Recently there was an 11 hour outage of Microsoft's Azure storage services.
Again users were hard pressed to get details on the outage as "the Service Health Dashboard and Azure Management Portal both rely on Azure."
I commend Microsoft for owning up to the root problem quickly and succinctly.
"Unfortunately the issue was widespread, since the update was made across most regions in a short period of time due to operational error, instead of following the standard protocol of applying production changes in incremental batches."One of the comments summed it up best:
So much tied into itself that there is no dependency tree - it is a pure network - thus issuing bad changes take down the entire net.
It can be a spectacular update process - minimum to no outage... but only if the updates work.
It also shows a major vulnerability. That central update can take down the entire company if it gets penetrated.
20 November, 2014 12:46
- Diversify - Don't build your notification tool on top of what you're monitoring.

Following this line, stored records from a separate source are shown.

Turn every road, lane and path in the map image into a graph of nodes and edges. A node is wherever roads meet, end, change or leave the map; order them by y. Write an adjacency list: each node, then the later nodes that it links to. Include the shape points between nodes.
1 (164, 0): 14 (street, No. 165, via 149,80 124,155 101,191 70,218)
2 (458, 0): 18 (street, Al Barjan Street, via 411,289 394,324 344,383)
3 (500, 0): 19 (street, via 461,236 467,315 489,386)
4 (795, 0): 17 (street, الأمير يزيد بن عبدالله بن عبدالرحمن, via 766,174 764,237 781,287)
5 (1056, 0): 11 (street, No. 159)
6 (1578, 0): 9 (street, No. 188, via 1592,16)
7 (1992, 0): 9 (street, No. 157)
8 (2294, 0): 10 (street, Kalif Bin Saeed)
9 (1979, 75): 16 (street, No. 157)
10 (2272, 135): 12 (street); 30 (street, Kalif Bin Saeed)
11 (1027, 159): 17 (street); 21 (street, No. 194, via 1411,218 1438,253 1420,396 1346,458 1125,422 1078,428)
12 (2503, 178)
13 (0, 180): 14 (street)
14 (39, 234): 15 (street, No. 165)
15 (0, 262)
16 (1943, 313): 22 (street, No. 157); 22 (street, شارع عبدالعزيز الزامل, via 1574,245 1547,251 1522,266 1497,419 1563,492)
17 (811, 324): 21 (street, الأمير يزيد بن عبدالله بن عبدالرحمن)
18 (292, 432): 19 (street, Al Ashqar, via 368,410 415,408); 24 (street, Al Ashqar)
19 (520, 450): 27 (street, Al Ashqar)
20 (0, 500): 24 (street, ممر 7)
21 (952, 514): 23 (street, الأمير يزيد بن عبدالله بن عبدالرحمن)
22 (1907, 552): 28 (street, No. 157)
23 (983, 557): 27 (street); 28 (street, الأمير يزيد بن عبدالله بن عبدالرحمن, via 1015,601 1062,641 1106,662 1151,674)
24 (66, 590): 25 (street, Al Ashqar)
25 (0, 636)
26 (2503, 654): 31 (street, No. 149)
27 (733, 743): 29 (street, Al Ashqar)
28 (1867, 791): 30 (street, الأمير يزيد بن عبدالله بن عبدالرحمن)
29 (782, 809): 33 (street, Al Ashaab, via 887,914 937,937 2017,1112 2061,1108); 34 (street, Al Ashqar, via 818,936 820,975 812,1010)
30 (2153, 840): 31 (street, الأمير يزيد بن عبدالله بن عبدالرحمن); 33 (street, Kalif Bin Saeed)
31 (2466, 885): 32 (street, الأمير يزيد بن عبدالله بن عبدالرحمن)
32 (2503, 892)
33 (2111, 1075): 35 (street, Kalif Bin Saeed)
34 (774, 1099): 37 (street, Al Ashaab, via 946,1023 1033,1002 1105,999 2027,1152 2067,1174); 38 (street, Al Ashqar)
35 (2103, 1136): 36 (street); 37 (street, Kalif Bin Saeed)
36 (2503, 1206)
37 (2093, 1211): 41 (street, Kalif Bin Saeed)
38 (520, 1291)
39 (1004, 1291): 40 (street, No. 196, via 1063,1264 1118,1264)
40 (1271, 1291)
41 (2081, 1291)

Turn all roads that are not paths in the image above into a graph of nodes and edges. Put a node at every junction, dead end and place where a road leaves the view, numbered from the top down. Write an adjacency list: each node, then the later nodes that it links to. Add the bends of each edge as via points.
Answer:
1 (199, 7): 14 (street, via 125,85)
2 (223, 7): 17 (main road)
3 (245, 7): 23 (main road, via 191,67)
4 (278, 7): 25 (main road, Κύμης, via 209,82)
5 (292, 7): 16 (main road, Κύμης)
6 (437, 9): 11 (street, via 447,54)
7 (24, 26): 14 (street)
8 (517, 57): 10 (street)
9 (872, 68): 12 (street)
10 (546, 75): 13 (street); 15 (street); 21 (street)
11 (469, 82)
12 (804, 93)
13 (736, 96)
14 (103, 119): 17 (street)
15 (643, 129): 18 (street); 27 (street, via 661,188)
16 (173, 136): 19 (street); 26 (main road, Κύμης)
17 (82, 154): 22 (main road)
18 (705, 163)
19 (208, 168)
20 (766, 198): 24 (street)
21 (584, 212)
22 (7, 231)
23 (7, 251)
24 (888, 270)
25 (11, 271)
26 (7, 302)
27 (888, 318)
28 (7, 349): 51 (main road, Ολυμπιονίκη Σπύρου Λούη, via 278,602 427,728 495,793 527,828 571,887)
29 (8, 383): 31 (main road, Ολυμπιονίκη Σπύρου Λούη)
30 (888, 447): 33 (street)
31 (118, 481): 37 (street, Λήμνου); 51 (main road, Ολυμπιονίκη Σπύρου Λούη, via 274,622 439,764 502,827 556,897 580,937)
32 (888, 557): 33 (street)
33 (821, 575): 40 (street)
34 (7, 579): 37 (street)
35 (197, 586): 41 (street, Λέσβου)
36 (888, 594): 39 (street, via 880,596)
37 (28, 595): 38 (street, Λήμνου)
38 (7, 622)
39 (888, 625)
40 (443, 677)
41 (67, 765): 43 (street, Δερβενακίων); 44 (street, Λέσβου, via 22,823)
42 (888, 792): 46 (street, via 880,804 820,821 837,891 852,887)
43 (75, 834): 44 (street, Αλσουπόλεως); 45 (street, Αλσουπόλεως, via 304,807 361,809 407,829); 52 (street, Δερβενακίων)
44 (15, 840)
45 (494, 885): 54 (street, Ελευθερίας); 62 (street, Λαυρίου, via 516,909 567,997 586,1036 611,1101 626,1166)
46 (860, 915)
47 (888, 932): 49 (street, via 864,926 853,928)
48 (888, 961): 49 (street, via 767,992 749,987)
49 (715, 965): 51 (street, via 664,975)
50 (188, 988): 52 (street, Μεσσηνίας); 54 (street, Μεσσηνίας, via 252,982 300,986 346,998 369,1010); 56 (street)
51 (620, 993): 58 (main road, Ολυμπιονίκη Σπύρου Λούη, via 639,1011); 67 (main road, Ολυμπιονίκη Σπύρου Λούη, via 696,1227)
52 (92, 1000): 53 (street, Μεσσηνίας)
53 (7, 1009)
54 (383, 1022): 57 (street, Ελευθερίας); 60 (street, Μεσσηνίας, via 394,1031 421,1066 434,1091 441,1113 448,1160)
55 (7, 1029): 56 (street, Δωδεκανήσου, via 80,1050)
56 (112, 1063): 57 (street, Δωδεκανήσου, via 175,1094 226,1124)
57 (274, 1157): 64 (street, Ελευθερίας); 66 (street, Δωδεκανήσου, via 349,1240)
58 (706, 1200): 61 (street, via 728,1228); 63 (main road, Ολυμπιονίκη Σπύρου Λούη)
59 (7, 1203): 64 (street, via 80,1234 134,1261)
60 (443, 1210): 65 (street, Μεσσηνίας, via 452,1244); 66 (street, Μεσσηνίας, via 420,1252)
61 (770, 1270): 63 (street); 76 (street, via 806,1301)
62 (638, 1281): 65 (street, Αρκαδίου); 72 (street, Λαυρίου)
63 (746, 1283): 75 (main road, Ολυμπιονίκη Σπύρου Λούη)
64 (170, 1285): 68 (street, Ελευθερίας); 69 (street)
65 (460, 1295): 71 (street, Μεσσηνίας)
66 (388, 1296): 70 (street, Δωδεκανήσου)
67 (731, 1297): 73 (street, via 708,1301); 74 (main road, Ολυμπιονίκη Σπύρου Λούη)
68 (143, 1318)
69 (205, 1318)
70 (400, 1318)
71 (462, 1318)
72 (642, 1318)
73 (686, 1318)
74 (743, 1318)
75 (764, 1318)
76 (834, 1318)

- Manage change - Don't let operational error bite you in the a**. Your execution has to be perfect. Users are unforgiving.
My previous posts on this topic:
When Clouds Go Bump
When Clouds Go Thump
Lessons from the Cloud
When Clouds Go Bump Revisited
To Be Fair
To Be Fair, Again
To Be Fair, Again and Again
Update: Microsoft has published a thorough analysis of the problem with the corrective action. Good job Microsoft!